As prominent social media researcher Sherry Turkle observes in her book “Alone Together,” “Always on and (now) always with us, we tend the Net, and the Net teaches us to need it.” At the same time, many are addicted to the “Net.” This addiction affects choices in real time.
Turkle explains that, although “we may begin by thinking that e-mails, texts, and Facebook messaging are thin gruel but useful if the alternative is sparse communication with the people we care about, we become accustomed to their simple pleasures – we can have connection when and where we want it, and we can easily make it go away.”
The more you leave physical organizations and meeting places, the more you avoid physical gatherings, the more difficult it becomes to extricate yourself from social media. Isolating yourself from others in an effort to more effectively dive into your gadgets has long-term consequences. You use and increasingly rely upon the Internet as this cycle continues. You turn down invitations to spend time with family and friends and then wonder why the frequency of invitations decreases.

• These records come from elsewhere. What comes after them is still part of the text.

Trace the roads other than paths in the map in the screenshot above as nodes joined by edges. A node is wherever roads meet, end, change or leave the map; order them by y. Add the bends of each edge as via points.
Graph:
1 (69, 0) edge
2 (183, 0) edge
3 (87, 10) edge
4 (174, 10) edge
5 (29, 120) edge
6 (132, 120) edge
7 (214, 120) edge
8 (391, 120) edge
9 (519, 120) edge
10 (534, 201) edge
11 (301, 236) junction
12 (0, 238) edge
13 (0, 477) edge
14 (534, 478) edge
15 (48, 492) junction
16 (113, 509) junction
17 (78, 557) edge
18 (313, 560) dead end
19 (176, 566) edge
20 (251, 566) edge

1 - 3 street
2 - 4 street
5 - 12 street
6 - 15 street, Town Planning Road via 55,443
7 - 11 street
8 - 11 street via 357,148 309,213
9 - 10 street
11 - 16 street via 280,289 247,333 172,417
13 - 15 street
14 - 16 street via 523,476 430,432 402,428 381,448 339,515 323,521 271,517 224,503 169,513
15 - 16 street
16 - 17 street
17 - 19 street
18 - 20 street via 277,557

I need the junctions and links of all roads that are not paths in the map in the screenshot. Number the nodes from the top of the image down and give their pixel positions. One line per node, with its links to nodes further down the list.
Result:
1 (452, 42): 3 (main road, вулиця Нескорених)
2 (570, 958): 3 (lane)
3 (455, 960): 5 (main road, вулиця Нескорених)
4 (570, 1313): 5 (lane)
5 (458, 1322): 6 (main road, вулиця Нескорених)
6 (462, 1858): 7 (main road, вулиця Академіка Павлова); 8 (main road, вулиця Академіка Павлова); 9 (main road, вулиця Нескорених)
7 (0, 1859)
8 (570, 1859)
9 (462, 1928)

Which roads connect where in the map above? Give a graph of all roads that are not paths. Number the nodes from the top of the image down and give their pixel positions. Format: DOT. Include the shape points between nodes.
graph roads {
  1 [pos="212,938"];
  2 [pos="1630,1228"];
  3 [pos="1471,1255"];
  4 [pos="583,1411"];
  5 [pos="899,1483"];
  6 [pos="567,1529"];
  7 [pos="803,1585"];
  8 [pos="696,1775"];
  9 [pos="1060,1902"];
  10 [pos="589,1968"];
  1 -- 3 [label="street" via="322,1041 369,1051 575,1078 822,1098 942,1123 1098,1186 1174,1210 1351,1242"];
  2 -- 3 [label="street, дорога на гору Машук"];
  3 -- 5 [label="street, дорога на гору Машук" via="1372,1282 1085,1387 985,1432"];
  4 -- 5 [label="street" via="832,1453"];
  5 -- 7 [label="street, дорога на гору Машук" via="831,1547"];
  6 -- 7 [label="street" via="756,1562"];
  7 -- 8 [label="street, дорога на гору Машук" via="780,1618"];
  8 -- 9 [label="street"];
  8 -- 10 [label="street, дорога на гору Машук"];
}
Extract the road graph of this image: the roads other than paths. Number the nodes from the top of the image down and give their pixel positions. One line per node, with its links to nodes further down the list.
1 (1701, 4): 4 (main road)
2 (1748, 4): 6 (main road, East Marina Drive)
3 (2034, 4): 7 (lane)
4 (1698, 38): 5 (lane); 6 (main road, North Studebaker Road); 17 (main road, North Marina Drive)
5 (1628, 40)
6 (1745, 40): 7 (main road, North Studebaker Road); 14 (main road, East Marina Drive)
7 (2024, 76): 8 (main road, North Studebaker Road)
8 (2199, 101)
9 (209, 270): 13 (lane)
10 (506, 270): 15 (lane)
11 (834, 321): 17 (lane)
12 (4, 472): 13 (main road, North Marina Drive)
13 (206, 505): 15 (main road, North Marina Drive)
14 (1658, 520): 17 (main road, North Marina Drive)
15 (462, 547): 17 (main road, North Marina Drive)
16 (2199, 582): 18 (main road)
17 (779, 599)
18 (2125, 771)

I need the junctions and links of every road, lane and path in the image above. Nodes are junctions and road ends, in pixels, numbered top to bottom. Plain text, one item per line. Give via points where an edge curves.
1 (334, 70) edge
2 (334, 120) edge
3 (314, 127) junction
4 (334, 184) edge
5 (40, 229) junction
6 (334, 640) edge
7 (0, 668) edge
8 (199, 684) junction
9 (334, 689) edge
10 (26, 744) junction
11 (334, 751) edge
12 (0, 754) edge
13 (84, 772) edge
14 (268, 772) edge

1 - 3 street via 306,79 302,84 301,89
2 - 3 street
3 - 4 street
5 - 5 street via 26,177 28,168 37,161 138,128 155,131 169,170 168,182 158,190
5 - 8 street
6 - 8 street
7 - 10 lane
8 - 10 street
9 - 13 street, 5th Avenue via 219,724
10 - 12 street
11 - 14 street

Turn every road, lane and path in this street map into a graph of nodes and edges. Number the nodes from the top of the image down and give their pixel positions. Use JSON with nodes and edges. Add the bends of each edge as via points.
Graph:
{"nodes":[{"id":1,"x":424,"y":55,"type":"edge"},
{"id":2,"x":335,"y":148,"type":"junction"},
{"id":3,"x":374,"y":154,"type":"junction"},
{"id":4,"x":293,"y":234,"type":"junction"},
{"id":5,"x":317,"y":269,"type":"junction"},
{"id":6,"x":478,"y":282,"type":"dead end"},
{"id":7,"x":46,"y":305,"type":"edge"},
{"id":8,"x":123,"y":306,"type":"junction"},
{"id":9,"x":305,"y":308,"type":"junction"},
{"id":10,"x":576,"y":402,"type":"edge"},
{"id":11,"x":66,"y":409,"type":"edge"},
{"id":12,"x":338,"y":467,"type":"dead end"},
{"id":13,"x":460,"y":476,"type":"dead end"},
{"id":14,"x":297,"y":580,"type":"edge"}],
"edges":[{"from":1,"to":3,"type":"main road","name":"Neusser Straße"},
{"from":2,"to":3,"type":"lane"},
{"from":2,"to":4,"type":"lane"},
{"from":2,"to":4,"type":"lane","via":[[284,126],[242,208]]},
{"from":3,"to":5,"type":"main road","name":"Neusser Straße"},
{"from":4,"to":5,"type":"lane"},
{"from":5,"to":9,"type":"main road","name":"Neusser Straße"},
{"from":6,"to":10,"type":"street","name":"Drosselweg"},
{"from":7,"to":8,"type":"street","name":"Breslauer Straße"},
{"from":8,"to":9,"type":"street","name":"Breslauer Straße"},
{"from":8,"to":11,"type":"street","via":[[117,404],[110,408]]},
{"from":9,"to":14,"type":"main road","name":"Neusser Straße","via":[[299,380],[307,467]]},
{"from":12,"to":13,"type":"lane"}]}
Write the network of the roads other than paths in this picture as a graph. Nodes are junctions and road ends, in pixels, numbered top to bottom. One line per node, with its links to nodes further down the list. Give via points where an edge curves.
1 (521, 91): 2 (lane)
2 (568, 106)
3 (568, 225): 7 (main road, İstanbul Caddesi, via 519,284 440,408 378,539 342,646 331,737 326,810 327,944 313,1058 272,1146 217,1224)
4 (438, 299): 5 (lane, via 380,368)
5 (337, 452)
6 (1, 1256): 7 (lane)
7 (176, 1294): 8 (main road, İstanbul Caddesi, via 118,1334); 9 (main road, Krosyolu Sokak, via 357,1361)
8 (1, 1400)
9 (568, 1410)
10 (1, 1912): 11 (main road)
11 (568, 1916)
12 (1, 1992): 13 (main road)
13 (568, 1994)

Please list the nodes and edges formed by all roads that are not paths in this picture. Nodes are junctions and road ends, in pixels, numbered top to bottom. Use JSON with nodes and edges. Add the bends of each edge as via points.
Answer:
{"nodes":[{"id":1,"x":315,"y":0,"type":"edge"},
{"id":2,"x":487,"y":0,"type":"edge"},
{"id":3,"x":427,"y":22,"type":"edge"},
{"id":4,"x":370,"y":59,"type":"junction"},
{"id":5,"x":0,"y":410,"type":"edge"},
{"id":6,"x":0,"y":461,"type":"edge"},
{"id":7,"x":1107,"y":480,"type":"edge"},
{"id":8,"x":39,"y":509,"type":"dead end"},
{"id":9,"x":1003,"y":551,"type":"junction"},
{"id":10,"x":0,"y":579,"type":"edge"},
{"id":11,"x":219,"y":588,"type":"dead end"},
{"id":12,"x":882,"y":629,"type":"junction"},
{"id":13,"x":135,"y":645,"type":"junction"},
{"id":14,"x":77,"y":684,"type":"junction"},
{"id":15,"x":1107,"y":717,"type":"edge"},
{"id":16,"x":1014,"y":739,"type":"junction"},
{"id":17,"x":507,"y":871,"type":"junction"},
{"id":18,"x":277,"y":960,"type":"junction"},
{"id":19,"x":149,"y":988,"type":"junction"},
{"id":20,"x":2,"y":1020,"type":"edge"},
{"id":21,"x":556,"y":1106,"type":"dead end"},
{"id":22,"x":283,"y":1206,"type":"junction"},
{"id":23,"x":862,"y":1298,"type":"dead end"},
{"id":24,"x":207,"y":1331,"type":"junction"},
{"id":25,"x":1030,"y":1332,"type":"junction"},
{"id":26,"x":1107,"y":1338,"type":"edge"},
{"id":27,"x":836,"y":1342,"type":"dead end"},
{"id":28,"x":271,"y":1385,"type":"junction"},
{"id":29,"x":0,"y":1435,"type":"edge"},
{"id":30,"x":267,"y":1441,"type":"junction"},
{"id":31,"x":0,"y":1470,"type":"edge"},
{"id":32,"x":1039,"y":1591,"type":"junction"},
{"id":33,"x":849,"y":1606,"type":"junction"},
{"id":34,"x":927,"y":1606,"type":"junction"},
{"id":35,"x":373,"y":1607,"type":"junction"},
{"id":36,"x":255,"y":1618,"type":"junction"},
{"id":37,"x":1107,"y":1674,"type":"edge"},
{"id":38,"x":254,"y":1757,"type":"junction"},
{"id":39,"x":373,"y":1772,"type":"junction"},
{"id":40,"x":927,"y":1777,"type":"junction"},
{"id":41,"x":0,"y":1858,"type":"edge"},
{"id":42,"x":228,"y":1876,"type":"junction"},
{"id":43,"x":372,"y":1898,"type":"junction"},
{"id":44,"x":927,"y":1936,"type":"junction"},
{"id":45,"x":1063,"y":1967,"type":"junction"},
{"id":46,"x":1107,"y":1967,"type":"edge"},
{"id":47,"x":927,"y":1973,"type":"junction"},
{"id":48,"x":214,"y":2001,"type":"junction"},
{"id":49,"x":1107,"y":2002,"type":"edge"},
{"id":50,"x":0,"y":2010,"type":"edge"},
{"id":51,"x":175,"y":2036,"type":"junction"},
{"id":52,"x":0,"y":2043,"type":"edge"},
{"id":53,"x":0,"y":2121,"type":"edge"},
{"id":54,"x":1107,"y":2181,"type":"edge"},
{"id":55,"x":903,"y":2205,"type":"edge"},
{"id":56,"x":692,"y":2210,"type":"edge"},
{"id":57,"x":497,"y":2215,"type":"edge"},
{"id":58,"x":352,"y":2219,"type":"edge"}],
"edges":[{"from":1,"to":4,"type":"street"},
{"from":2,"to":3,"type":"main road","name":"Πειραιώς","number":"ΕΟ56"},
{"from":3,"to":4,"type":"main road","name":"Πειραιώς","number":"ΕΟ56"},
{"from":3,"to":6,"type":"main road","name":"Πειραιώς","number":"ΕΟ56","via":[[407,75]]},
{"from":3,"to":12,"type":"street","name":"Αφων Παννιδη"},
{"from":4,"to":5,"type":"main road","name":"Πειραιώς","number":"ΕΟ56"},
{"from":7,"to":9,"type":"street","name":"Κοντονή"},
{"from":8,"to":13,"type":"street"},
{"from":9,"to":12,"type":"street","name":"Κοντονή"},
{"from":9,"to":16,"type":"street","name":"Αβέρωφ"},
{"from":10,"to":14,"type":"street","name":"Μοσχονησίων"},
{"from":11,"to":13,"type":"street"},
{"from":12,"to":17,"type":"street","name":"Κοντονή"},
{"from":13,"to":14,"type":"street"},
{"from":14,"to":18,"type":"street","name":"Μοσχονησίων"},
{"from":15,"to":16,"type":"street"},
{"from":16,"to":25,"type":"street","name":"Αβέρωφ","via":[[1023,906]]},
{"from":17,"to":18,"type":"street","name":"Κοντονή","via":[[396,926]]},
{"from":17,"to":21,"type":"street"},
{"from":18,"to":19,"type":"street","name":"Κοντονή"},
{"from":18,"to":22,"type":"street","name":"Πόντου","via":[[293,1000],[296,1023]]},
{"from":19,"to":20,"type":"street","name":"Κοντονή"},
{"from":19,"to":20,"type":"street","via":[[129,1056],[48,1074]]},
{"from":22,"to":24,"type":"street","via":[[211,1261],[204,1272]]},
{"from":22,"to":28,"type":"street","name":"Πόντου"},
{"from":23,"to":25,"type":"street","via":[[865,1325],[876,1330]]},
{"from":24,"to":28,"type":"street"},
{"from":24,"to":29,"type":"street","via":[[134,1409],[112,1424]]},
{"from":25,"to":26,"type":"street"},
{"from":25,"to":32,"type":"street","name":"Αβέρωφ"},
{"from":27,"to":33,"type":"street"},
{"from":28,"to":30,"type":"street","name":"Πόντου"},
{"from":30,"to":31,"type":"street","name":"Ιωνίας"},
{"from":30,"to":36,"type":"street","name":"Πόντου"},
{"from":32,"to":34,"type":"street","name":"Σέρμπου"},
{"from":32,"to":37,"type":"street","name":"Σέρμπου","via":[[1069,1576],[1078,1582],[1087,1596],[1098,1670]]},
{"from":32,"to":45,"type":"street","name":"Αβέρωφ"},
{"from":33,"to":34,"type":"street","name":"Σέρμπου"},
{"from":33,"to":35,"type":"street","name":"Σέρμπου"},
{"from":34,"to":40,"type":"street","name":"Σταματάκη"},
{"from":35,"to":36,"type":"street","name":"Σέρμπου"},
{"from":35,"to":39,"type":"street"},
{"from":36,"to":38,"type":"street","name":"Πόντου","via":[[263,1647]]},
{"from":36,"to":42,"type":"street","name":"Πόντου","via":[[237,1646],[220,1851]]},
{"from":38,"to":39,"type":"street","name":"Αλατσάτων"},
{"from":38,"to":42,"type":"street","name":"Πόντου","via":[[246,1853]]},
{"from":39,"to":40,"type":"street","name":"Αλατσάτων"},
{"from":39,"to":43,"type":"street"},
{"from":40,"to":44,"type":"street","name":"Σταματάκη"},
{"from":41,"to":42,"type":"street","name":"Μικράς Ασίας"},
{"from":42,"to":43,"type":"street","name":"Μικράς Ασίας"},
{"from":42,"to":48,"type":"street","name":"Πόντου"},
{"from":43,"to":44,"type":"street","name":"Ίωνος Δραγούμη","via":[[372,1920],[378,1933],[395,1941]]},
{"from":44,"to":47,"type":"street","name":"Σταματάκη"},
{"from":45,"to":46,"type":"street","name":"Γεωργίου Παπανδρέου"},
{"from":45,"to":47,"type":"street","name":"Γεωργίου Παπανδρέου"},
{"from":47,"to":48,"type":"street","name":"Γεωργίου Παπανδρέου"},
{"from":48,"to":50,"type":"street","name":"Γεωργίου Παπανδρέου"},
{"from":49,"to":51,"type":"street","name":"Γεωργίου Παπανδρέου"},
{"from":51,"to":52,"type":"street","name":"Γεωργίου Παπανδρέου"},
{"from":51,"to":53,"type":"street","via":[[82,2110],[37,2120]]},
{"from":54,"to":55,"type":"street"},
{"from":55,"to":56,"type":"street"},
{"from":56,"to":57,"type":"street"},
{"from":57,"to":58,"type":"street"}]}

Why aren’t people fulfilled? When you don’t take the time to connect in conventionally intimate ways, you may convey a lack of real commitment to the relationship. When a feeling of commitment erodes and bids for connection, attention, and care are not responded to, rifts in relationships are inevitably created. The unwillingness of one partner to make time for the other can feel like turning away. When this becomes the norm, people begin to feel shunted aside, unappreciated and rejected.
But what if someone is truly busy? Can’t that be understood? Isn’t it totally reasonable to not be able to accept invitations when others try to plan a meeting “in real life?” Of course it’s reasonable. People are busy. But the difference between maintaining a healthy relationship through stressful, busy times and allowing distance to develop is to remember your commitment to the relationship and to treat your friend or partner with care. If you genuinely can’t make time to meet, try to reschedule. Agree upon a time in the near future that works for both of you. This is the difference between turning away and turning towards. You communicate that the other person is important to you, that you do want to give them your time and attention as soon as you are able, and that you are dedicated and appreciative of them and of your relationship.
This widespread predicament is not an easy one to overcome. It’s not possible to entirely resolve or escape from it in the digital age. However, there are several significant issues underlying problems of self-esteem, trust, and mental or emotional stress. Finding balance and keeping perspective is difficult but by no means insurmountable. The importance of doing so cannot be overstated for the health of your relationships.